Stored dataset items
[Start of section]
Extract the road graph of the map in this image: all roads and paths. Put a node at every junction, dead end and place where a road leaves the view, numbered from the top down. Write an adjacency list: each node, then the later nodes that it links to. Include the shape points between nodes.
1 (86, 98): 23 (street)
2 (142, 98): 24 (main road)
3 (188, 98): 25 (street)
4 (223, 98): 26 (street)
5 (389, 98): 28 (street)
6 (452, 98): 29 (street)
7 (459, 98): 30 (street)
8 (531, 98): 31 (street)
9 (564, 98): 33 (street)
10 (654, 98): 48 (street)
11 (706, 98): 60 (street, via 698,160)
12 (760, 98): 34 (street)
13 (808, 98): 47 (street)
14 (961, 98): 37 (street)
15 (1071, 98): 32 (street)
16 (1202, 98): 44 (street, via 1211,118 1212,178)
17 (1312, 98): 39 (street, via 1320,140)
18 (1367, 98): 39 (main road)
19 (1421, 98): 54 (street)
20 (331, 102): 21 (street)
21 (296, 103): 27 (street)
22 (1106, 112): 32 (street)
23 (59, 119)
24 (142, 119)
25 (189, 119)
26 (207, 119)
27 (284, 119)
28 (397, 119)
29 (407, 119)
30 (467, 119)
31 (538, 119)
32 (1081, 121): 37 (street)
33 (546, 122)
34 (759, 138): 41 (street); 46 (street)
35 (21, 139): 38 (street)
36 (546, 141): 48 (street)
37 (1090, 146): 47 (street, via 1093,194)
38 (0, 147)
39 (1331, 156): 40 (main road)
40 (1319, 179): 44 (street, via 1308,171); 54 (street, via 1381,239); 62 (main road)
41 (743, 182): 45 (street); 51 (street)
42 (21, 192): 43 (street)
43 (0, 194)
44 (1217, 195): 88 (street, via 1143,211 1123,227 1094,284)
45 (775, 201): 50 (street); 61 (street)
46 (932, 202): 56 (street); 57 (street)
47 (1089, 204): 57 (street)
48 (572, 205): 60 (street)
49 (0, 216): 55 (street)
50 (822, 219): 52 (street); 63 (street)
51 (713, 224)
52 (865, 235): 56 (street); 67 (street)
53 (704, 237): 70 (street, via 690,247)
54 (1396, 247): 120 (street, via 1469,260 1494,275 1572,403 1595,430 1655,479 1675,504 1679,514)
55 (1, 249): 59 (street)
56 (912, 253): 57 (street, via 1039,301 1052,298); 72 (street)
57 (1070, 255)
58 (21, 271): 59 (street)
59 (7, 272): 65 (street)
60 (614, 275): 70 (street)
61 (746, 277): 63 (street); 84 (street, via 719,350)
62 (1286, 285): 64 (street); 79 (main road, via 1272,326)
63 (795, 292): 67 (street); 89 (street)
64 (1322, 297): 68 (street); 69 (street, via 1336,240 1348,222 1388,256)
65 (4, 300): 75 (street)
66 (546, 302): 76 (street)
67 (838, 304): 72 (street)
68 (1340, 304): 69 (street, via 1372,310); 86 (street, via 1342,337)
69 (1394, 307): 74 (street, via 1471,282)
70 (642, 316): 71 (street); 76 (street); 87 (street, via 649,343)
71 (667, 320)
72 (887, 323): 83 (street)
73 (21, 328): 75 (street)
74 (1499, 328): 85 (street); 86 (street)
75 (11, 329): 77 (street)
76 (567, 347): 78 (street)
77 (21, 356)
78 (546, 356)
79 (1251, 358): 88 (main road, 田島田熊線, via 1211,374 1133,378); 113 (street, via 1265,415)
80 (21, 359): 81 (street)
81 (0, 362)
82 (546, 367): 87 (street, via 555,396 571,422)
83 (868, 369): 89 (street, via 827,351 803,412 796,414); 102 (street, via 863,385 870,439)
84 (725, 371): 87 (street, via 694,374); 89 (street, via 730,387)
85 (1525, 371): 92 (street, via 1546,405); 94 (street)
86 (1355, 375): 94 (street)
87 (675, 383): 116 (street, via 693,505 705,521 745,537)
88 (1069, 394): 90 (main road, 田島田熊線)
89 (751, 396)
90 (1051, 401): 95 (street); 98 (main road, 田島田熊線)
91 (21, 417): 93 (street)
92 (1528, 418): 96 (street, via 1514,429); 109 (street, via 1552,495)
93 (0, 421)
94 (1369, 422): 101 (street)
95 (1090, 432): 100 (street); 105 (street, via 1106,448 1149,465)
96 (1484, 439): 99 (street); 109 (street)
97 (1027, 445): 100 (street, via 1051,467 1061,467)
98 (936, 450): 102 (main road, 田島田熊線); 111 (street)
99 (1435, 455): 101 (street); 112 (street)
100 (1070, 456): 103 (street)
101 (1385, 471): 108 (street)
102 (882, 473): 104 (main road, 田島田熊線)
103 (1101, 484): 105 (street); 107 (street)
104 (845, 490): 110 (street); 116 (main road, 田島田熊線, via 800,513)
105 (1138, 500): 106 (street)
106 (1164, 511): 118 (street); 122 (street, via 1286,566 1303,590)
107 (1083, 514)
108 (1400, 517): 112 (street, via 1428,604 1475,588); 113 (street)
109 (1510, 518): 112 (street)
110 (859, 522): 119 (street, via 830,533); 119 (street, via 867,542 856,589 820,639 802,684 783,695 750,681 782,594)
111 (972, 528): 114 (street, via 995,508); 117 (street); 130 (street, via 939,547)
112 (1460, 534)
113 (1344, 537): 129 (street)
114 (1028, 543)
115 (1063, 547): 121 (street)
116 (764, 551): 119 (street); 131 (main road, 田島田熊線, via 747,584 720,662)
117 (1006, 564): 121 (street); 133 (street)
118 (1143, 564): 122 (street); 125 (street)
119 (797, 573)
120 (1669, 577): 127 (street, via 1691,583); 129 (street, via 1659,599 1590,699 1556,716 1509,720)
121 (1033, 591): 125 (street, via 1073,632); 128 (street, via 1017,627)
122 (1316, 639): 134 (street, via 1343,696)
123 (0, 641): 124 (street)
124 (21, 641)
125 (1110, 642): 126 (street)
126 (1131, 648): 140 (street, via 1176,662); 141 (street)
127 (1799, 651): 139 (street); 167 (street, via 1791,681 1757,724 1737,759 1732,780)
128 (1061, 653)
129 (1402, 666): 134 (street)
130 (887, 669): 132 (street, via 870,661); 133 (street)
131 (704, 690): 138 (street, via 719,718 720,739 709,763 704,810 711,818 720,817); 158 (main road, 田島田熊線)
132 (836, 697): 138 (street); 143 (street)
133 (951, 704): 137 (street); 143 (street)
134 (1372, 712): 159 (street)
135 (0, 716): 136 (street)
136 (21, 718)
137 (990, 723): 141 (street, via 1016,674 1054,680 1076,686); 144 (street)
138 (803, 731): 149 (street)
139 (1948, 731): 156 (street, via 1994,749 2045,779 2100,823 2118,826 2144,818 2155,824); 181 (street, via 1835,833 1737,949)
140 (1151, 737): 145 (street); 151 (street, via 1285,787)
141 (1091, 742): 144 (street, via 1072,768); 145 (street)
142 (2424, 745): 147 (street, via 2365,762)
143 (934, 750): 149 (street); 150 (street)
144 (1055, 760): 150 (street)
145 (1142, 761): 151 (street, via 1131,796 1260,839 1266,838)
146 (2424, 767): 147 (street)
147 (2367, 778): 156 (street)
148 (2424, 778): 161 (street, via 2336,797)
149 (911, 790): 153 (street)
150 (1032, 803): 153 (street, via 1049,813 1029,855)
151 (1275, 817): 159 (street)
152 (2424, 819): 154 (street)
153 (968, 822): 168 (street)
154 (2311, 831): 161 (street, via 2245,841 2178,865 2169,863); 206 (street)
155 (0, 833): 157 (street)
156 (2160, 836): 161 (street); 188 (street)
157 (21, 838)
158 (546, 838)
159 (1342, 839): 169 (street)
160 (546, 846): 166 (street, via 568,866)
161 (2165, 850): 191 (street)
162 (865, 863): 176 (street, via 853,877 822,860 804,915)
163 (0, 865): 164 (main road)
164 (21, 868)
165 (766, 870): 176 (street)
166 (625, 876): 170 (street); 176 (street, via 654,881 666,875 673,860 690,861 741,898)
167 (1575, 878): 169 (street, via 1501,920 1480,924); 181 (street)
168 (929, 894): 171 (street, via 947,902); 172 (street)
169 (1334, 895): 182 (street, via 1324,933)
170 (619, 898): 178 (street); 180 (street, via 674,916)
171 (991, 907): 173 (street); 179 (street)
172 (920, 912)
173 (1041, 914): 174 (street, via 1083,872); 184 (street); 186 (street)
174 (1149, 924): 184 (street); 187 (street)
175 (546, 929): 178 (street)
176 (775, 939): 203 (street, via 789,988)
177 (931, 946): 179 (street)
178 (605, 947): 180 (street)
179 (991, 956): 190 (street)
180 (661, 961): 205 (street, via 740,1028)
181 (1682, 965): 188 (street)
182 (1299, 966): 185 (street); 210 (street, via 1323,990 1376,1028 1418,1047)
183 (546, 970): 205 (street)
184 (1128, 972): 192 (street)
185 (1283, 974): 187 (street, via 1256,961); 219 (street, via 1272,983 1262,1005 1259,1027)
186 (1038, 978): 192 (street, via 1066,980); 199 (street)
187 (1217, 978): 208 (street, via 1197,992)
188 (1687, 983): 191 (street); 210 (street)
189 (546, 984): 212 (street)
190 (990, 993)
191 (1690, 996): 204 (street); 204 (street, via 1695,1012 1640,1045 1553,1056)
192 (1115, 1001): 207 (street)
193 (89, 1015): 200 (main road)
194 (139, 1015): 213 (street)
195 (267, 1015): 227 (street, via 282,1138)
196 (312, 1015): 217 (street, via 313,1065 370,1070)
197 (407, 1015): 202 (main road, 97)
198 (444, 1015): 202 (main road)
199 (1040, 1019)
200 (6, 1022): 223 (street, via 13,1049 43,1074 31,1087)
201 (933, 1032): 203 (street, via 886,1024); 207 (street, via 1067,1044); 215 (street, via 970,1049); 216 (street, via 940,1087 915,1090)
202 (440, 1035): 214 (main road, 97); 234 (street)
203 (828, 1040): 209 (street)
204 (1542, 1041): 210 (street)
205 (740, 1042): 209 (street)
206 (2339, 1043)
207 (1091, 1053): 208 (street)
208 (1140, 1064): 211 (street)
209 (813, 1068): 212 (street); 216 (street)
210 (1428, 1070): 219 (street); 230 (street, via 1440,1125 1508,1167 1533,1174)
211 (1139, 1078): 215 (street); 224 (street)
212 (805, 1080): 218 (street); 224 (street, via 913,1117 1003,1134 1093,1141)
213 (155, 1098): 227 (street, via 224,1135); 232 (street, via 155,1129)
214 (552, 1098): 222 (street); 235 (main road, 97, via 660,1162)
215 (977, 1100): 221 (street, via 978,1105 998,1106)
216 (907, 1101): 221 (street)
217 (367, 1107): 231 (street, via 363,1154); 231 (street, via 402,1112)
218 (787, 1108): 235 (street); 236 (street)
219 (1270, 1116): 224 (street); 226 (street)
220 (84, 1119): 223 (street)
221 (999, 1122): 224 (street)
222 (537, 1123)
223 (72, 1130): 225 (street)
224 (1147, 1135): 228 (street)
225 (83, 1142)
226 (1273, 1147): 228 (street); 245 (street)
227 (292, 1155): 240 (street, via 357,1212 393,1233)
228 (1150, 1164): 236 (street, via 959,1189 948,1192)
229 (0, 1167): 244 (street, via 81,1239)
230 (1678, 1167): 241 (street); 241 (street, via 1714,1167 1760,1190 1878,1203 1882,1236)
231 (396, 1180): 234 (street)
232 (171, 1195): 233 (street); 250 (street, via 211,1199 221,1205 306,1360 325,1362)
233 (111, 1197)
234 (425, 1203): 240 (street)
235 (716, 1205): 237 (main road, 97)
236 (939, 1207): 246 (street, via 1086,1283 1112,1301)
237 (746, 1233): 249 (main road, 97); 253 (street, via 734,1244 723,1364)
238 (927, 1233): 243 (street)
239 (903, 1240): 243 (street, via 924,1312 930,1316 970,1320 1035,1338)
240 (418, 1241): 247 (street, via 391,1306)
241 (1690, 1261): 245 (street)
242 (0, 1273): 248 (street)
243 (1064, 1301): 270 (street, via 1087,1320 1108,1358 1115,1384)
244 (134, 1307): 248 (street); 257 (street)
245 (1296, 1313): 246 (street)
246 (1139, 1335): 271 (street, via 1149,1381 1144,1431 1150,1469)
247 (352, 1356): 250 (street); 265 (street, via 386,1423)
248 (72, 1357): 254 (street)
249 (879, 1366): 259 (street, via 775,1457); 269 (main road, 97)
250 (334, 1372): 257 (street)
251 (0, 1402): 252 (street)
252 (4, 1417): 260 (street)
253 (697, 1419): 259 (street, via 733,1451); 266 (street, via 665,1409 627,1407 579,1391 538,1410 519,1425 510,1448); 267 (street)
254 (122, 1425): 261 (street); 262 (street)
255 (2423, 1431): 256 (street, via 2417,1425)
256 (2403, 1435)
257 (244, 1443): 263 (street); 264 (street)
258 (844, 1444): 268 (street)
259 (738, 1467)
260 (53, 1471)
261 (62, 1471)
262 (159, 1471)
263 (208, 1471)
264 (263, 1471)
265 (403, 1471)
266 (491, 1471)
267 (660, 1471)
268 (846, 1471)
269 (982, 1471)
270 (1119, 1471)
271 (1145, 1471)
[End of section]
INSTRUCTIONS FOR THE TASK ▸ Report every line in the data that holds "田島田熊線", copying each one.

RESULT OF THE TASK ▸
79 (1251, 358): 88 (main road, 田島田熊線, via 1211,374 1133,378); 113 (street, via 1265,415)
88 (1069, 394): 90 (main road, 田島田熊線)
90 (1051, 401): 95 (street); 98 (main road, 田島田熊線)
98 (936, 450): 102 (main road, 田島田熊線); 111 (street)
102 (882, 473): 104 (main road, 田島田熊線)
104 (845, 490): 110 (street); 116 (main road, 田島田熊線, via 800,513)
116 (764, 551): 119 (street); 131 (main road, 田島田熊線, via 747,584 720,662)
131 (704, 690): 138 (street, via 719,718 720,739 709,763 704,810 711,818 720,817); 158 (main road, 田島田熊線)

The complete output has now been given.